> _Requirement_: Look for "and to advertise</text>" in the entries below. Write out that line and all later lines exactly, ending with the final one.

[Opening Material provided section]

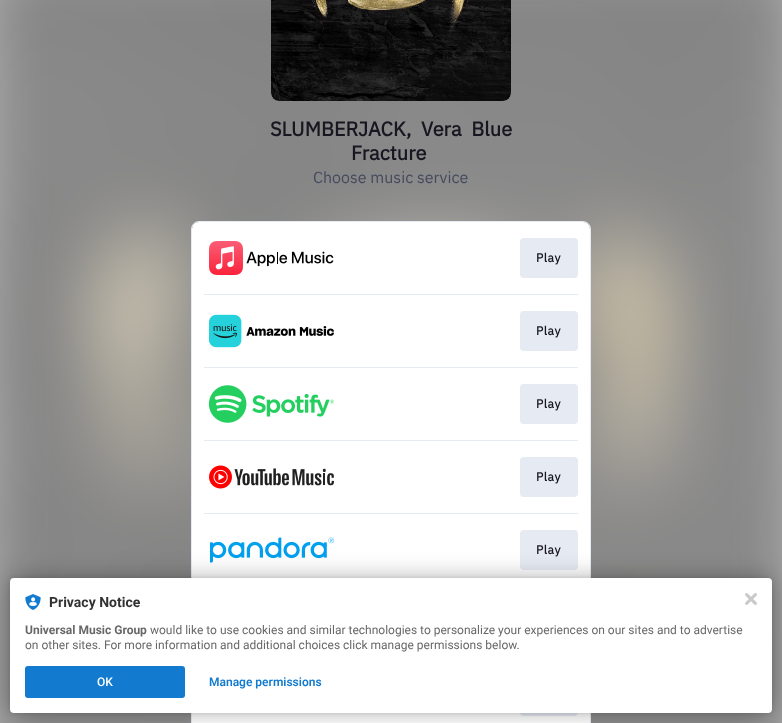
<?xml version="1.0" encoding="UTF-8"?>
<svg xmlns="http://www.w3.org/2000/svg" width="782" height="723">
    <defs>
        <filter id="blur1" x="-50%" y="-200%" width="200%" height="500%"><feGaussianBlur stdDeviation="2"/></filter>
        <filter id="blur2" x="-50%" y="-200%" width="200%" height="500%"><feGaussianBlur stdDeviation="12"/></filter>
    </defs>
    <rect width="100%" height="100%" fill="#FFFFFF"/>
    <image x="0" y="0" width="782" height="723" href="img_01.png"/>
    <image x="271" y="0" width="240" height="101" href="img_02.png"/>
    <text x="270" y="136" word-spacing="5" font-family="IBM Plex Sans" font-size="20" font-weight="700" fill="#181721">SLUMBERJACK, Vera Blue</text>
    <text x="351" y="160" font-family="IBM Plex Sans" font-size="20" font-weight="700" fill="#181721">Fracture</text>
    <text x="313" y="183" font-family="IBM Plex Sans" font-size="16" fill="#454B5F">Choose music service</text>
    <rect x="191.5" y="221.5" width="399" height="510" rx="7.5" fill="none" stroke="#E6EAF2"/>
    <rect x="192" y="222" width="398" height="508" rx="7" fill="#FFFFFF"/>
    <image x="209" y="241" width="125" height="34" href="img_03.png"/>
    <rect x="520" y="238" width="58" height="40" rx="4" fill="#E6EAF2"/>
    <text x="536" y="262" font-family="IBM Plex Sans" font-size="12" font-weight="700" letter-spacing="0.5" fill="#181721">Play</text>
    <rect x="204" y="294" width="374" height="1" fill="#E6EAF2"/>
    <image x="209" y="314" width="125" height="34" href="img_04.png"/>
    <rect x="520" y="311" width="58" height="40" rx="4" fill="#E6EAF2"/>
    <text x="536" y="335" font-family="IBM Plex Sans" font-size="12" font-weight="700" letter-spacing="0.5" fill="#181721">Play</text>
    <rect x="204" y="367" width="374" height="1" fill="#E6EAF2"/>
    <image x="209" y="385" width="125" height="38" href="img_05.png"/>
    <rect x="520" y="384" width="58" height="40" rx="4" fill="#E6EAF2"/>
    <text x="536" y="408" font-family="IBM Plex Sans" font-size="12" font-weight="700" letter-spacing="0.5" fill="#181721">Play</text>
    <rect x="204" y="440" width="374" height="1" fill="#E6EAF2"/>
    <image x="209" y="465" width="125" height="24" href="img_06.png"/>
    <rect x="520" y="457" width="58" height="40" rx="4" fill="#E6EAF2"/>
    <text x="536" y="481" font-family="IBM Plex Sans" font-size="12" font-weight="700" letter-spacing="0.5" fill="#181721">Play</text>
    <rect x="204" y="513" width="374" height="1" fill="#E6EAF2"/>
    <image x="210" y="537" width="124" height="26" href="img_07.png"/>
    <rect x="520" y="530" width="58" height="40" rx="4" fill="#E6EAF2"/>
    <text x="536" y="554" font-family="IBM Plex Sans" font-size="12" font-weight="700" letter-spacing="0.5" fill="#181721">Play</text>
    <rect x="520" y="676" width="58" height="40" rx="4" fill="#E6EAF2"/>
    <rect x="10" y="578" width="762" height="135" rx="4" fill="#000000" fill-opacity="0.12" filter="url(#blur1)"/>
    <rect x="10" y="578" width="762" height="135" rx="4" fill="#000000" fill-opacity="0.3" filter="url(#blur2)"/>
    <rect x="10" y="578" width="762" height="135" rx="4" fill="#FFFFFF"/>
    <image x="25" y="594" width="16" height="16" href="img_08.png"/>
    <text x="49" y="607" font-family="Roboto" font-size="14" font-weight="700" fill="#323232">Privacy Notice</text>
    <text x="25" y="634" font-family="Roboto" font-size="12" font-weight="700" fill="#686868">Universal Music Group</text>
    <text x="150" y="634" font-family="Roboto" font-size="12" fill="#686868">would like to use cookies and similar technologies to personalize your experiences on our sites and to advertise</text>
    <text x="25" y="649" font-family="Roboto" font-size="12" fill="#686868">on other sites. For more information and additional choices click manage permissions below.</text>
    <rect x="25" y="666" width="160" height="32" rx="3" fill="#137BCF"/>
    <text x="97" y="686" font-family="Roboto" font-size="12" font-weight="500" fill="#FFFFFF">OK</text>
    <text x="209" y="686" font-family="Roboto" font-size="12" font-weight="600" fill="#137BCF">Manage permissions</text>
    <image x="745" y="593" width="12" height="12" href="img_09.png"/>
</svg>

[Closing Material provided section]

> _Exercise solution_:
    <text x="150" y="634" font-family="Roboto" font-size="12" fill="#686868">would like to use cookies and similar technologies to personalize your experiences on our sites and to advertise</text>
    <text x="25" y="649" font-family="Roboto" font-size="12" fill="#686868">on other sites. For more information and additional choices click manage permissions below.</text>
    <rect x="25" y="666" width="160" height="32" rx="3" fill="#137BCF"/>
    <text x="97" y="686" font-family="Roboto" font-size="12" font-weight="500" fill="#FFFFFF">OK</text>
    <text x="209" y="686" font-family="Roboto" font-size="12" font-weight="600" fill="#137BCF">Manage permissions</text>
    <image x="745" y="593" width="12" height="12" href="img_09.png"/>
</svg>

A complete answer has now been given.